Après analyse de cette demande, le médecin de l’assurance maladie s’est déclaré en désaccord avec le médecin traitant sur la pathologie décrite dans le certificat médical initial.
Mme [X] [G] s’est donc vu notifier le 4 avril 2024 un refus de prise en charge ;
Mme [X] [G] a contesté cette décision devant la [11] qui a confirmé la décision le 26 juin 2024.
Le 13 août 2024 Mme [X] [G] a saisi le tribunal.
L’affaire a été appelée le 23 janvier 2025, date à laquelle elle a été plaidée après avoir recueilli l’accord des parties pour que le jugement soit rendu à juge unique du fait de l’absence d’un assesseur.
Par conclusions auxquelles il est renvoyé pour le détail des demandes et moyens, le conseil de Mme [X] [G] sollicite de :
A titre principal
— déclarer recevable la demande de Mme [X] [G] tendant à voir reconnaître le caractère professionnel de la pathologie dont elle souffre au titre de la tendinopathie fissuraire coiffe des rotateurs de l’épaule droite.
A titre subsidiaire
— désigner un médecin expert compétent à l’effet de se prononcer sur l’imputabilité de la maladie au travail au regard des éléments médicaux postérieurs à l’avis rendu par la [12]
— condamner la [10] au paiement d’une somme de 1 500 euros au titre des dispositions de l’article 700 du cpc
— la condamner aux entiers frais et dépens
La [10] a déposé des conclusions auxquelles il convient de se reporter pour le détail de ses demandes, moyens et prétentions soutenues oralement aux termes desquelles elle sollicite de confirmer l’avis du médecin conseil, confirmer la décision de la [11] du 26 juin 2024 et de débouter Mme [X] [G] de ses demandes.
Le délibéré a été fixé au 20 mars 2025.
MOTIFS DE LA DECISION
Le tableau 57 des maladies professionnelles se présente ainsi
A-Epaule
Tendinopathie aiguë non rompue non calcifiante avec ou sans enthésopathie de la coiffe des rotateurs
30 jours
Travaux comportant des mouvements ou le maintien de l’épaule sans soutien en abduction (**) avec un angle supérieur ou égal à 60° pendant au moins 3h30 par jour en cumulé.
Travaux comportant des mouvements ou le maintien de l’épaule sans soutien en abduction (**)
Tendinopathie chronique non rompue non calcifiante avec ou sans enthésopathie de la coiffe des rotateurs objectivée par [15] (*).

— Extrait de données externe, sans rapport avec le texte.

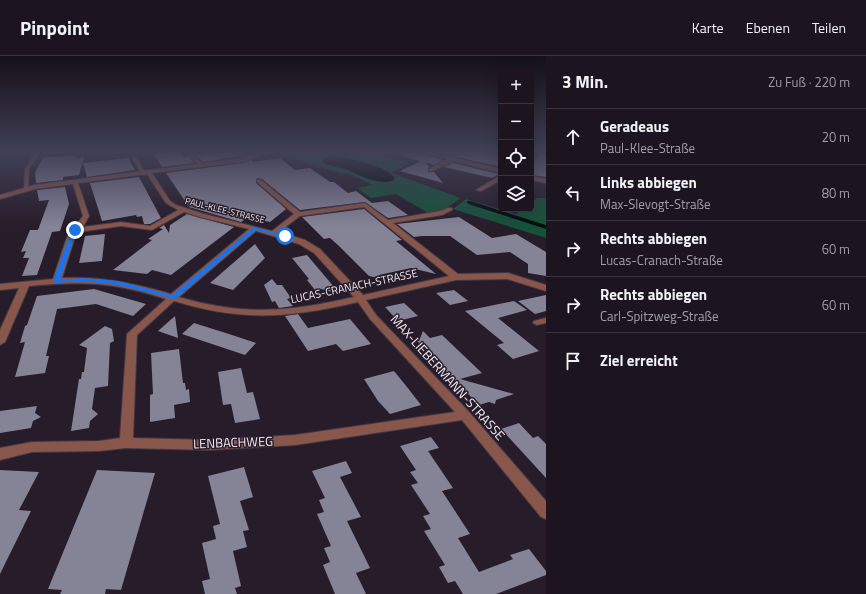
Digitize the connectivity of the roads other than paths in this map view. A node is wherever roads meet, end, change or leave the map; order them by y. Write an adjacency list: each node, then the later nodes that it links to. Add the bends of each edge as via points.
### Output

6 mois sous réserve d’une durée d’exposition de 6 mois
— avec un angle supérieur ou égal à 60° pendant au moins deux heures par jour en cumulé
ou
— avec un angle supérieur ou égal à 90° pendant au moins une heure par jour en cumulé.

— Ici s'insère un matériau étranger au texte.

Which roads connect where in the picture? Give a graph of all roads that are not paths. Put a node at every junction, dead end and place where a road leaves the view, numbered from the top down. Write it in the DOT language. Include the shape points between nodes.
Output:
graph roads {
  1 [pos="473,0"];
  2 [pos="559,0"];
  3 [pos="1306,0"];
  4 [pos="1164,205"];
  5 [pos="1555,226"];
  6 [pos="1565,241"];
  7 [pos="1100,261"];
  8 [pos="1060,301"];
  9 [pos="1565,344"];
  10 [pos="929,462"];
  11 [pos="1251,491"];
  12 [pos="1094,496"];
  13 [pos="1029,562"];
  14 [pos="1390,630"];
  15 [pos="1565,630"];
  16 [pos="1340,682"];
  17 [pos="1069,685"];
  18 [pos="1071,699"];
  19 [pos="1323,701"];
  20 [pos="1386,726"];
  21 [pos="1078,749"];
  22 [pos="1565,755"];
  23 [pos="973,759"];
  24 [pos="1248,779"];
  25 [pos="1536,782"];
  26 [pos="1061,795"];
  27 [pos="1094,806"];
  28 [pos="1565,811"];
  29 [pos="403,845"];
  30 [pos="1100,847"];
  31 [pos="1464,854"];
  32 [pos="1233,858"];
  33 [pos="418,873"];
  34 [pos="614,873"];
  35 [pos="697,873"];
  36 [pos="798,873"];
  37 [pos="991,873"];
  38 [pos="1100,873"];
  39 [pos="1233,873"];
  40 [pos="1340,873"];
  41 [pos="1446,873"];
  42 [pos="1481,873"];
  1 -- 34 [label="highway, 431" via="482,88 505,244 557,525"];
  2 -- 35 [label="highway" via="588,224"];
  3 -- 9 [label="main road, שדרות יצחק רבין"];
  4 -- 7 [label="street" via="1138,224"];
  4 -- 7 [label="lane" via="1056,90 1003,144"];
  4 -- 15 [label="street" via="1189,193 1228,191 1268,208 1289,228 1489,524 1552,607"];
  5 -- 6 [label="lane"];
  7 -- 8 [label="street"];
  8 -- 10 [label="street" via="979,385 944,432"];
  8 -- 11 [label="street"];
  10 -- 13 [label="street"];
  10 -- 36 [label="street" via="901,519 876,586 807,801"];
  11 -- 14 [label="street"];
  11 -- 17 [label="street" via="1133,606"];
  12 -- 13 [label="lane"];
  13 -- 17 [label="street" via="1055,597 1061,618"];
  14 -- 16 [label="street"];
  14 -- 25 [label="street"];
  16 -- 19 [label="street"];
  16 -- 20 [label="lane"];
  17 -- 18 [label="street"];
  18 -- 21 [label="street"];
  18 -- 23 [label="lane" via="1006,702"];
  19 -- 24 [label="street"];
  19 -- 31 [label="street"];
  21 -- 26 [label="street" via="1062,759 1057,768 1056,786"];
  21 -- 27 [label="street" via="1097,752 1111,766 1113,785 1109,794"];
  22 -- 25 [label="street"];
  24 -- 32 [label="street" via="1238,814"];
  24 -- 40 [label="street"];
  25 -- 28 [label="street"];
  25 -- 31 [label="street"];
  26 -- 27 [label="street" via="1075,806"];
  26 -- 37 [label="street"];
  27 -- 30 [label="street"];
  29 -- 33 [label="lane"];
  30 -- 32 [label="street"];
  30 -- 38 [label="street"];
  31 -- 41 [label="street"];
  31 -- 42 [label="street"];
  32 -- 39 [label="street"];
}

Travaux comportant des mouvements ou le maintien de l’épaule sans soutien en abduction (**)
Rupture partielle ou transfixiante de la coiffe des rotateurs objectivée par [15] (*).

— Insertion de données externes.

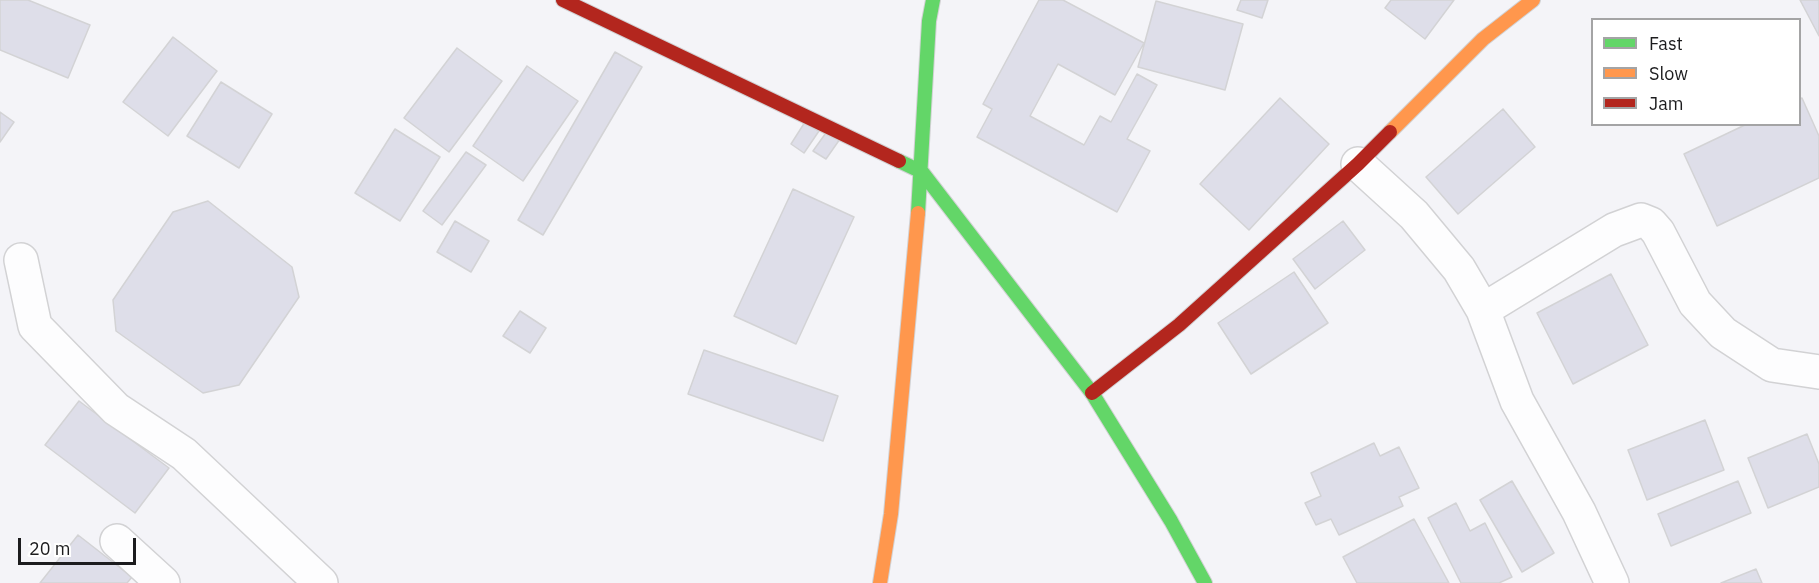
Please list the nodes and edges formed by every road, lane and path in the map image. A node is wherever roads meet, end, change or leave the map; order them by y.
1 (564, 0) edge
2 (933, 0) edge
3 (1533, 0) edge
4 (1358, 164) junction
5 (922, 172) junction
6 (21, 260) dead end
7 (1483, 310) junction
8 (1819, 372) edge
9 (1092, 393) junction
10 (117, 541) dead end
11 (163, 583) edge
12 (321, 583) edge
13 (880, 583) edge
14 (1205, 583) edge
15 (1612, 583) edge

1 - 5 street
2 - 5 street
3 - 4 street
4 - 7 street
4 - 9 street
5 - 9 street
5 - 13 street
6 - 12 street
7 - 8 street
7 - 15 street
9 - 14 street
10 - 11 street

1 an (sous réserve d’une durée d’exposition d’un an)
— avec un angle supérieur ou égal à 60° pendant au moins deux heures par jour en cumulé
ou
— avec un angle supérieur ou égal à 90° pendant au moins une heure par jour en cumulé.
La [11] a motivé sa décision en faisant état de ce que l’arthroscanner ne peut se substituer à l’IRM prévue au tableau et que par ailleurs cet arthroscanner ne met pas en évidence de lésion ; de fait les conclusions de l’arthroscanner produit par Mme [X] [G] en date du 18 juin 2024 sont « subluxation interne du tendon de longs biceps Pas de signe de rupture de la coiffe des rotateurs »
Par ailleurs l’IRM du 13 mars 2024 faisait lui-même état d’une « trophicité normale des muscles de la coiffe des rotateurs ».
Le médecin conseil de la [10] et la [11] ont émis un avis concordant en cohérence avec les conclusions ci-dessus rappelées.
Néanmoins Mme [X] [G] produit d’une part un courrier du docteur [Z] du 27 juin 2024 ainsi rédigé « j’ai revu avec plaisir Mme [X] [G] avec son arthroscanner Celui-ci confirme une rupture des ligaments tranverse du biceps… il existe probablement une rupture du sous scapulaire dans sa portion proximale expliquant cette lésion du biceps ».
Mme [X] [G] produit d’autre part un compte rendu opératoire du 6 novembre 2024 faisant état d’une rupture de la coiffe des rotateurs côté droit
Ces éléments sont insuffisants néanmoins à permettre la reconnaissance du caractère professionnel de la maladie en raison d’une problématique médicale que ne peut trancher le tribunal et en tout état de cause à défaut d’examen et discussion sur les autres conditions du tableau.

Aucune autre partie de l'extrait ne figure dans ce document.